### About this task:
Quote exactly the lines from the start of the entries to the one with "Extract the road", both ends included.
:::::
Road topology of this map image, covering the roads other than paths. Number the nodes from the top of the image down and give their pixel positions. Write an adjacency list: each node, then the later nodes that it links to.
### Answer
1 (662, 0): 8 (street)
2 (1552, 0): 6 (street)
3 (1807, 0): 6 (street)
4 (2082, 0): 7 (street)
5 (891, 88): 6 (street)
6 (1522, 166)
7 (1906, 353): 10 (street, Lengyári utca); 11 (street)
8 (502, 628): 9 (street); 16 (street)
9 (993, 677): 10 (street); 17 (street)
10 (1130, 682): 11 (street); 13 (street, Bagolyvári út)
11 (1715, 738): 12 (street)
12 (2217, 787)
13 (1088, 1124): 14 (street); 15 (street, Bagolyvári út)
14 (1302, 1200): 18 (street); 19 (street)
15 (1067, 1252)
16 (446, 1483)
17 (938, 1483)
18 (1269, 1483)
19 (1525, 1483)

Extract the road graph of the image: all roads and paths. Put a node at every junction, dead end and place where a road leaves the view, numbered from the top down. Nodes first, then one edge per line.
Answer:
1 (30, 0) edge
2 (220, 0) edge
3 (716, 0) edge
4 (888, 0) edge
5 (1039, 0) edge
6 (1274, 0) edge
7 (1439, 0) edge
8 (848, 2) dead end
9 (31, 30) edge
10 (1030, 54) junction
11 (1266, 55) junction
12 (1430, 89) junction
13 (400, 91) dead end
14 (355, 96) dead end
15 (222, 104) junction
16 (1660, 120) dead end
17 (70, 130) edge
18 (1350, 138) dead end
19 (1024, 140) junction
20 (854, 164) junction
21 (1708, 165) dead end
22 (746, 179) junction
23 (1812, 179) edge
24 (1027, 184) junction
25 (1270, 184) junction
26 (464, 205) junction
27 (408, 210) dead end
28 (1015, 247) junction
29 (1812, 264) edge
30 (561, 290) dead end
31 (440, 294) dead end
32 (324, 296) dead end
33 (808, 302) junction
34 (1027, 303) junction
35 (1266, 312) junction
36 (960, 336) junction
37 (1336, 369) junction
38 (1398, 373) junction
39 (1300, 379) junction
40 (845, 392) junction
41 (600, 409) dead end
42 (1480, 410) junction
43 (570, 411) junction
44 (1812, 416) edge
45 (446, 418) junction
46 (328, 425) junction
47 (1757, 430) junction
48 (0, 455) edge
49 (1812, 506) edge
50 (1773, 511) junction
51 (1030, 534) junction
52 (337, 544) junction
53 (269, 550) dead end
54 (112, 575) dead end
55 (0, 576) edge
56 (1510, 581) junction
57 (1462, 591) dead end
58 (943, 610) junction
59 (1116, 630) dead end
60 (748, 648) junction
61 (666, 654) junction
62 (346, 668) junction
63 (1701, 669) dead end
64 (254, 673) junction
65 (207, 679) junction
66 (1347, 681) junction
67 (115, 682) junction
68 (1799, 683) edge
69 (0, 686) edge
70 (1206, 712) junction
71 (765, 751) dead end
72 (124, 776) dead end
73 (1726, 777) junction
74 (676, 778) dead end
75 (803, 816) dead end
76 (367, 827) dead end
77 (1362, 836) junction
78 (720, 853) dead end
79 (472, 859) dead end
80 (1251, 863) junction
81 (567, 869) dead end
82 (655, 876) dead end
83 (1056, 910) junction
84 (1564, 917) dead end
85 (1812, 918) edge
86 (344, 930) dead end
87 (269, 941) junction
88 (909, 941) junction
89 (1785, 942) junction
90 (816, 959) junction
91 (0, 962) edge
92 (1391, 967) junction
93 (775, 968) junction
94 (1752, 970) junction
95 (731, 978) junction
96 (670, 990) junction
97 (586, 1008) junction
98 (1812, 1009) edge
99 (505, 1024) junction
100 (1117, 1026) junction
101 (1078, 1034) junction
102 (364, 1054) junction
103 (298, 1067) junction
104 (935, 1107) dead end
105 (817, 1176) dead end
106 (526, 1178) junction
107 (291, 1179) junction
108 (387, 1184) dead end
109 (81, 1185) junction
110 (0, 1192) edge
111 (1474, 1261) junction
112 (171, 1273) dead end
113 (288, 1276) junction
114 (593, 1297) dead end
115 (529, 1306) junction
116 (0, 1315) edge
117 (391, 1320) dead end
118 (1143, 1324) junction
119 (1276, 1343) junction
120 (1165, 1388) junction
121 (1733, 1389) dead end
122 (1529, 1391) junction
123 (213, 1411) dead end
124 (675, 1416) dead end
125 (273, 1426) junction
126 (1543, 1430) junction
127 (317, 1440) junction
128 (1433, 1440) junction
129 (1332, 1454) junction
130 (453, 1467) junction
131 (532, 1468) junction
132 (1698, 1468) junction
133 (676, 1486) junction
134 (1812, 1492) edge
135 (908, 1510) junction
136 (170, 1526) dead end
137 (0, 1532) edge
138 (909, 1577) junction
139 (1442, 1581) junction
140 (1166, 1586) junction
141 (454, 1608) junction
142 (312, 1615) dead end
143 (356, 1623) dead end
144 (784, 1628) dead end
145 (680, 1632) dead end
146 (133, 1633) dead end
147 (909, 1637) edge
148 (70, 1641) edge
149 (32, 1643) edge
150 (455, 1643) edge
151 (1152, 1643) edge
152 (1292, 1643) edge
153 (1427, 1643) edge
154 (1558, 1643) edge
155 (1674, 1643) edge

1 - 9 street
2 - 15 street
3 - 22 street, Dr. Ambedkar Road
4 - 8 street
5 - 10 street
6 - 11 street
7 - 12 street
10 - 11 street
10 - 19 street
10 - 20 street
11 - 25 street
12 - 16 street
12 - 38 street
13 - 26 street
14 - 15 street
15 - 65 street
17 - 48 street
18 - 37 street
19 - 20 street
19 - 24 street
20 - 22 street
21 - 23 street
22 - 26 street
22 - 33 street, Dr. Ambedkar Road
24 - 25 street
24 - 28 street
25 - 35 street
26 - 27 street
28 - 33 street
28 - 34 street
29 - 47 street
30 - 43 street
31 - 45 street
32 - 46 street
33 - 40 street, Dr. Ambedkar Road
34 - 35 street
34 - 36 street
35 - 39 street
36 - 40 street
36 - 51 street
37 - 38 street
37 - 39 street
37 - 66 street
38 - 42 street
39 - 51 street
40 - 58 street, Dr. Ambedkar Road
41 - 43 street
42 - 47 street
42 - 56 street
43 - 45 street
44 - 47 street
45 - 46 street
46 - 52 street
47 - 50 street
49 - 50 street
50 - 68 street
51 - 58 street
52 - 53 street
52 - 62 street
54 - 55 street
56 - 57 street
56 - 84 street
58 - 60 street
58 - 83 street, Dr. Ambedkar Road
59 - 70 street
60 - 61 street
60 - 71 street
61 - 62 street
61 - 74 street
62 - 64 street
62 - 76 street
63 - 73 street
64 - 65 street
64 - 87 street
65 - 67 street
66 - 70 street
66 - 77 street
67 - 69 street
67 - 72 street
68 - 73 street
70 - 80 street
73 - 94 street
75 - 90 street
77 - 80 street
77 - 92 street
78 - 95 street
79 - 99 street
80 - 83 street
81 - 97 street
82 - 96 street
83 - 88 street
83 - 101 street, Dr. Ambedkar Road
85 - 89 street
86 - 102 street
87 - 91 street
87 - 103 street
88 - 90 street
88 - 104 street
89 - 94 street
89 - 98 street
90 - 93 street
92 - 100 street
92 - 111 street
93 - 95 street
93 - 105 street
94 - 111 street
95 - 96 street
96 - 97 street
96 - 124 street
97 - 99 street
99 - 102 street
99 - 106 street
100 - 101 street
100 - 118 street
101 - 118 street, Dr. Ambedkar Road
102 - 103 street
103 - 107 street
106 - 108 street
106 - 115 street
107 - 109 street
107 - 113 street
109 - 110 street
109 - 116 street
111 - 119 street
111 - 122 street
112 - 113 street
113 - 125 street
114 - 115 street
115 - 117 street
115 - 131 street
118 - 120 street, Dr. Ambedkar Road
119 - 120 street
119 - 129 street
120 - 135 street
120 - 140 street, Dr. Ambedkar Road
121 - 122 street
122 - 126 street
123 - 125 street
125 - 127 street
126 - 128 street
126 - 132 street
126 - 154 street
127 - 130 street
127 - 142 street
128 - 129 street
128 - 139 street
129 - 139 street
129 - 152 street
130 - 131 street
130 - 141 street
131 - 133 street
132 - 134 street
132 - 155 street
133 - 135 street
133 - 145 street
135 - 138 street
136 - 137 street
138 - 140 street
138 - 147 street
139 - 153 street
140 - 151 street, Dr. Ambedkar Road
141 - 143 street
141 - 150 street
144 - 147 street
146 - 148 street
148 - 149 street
:::::
### Exercise solution:
Road topology of this map image, covering the roads other than paths. Number the nodes from the top of the image down and give their pixel positions. Write an adjacency list: each node, then the later nodes that it links to.
### Answer
1 (662, 0): 8 (street)
2 (1552, 0): 6 (street)
3 (1807, 0): 6 (street)
4 (2082, 0): 7 (street)
5 (891, 88): 6 (street)
6 (1522, 166)
7 (1906, 353): 10 (street, Lengyári utca); 11 (street)
8 (502, 628): 9 (street); 16 (street)
9 (993, 677): 10 (street); 17 (street)
10 (1130, 682): 11 (street); 13 (street, Bagolyvári út)
11 (1715, 738): 12 (street)
12 (2217, 787)
13 (1088, 1124): 14 (street); 15 (street, Bagolyvári út)
14 (1302, 1200): 18 (street); 19 (street)
15 (1067, 1252)
16 (446, 1483)
17 (938, 1483)
18 (1269, 1483)
19 (1525, 1483)

Extract the road graph of the image: all roads and paths. Put a node at every junction, dead end and place where a road leaves the view, numbered from the top down. Nodes first, then one edge per line.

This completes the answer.